We can often make sense of such puzzles by representing complex systems as a network, i.e., a set of nodes and links representing the units and interactions of a system, respectively. This workshop will provide an introduction to the key mathematical properties of complex networks, highlighting benchmark models such as the renowned Barabási-Albert model of scale-free networks.

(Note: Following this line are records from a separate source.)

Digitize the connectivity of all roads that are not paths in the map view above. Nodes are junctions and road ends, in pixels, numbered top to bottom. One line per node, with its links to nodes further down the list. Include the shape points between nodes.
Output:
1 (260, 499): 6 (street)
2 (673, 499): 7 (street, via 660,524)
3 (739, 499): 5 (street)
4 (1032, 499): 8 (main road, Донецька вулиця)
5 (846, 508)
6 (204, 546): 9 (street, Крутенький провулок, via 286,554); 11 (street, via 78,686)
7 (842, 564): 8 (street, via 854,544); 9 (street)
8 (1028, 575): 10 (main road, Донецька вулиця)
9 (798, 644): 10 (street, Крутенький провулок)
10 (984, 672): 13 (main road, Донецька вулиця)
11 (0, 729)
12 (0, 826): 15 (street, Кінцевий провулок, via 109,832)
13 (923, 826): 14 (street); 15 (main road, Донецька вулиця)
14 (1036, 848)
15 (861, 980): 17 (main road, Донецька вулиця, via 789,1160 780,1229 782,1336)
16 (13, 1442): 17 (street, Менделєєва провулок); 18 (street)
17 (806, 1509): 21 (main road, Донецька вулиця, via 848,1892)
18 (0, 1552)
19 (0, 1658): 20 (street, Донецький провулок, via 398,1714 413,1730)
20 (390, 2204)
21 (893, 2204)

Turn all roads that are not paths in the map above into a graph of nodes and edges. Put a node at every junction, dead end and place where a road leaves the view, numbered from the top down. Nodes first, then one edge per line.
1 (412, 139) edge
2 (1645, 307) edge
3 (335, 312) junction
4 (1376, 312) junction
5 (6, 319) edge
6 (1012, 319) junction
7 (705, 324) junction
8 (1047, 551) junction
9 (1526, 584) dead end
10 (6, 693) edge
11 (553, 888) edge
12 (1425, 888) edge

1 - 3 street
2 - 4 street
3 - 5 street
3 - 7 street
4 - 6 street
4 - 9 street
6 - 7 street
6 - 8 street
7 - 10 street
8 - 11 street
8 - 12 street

Participants will gain insights into how the topology of a network can influence the outcomes of dynamical processes occurring within it. Additionally, we will delve into statistical methodologies designed to identify the most impactful nodes and links within empirical network data. Throughout the series, we will engage with real-world case studies and examples drawn from various disciplines, including Epidemiology, Finance, and the Social Sciences.

 

About the instructor:

Giacomo Livan is Associate Professor at the Physics Department of the University of Pavia (Italy). He obtained a PhD from the University of Pavia in 2012, after which he joined the Abdus Salam International Centre for Theoretical Physics as a postdoctoral fellow. In 2014 he joined the Computer Science Department of University College London (UCL). In 2016 he obtained a Fellowship from the UK research council in Engineering and Physical Sciences (EPSRC), and got promoted to Associate Professor at UCL in 2021. He eventually returned to the University of Pavia in 2023, while retaining an honorary appointment at UCL. Livan's research focuses on interdisciplinary applications of Statistical Physics and Network Theory to the analysis of socio-economic complex systems, with applications ranging from finance to opinion dynamics and bibliometrics. His work has been published in some of the most impactful multidisciplinary academic venues, such as PNAS and Nature Communications.  


Schedule:

Thursday, 28. November 2024 (F21/03.48)

10:30h - 12:00h: The basics (definitions, adjacency matrix, degree distributions, centrality measures)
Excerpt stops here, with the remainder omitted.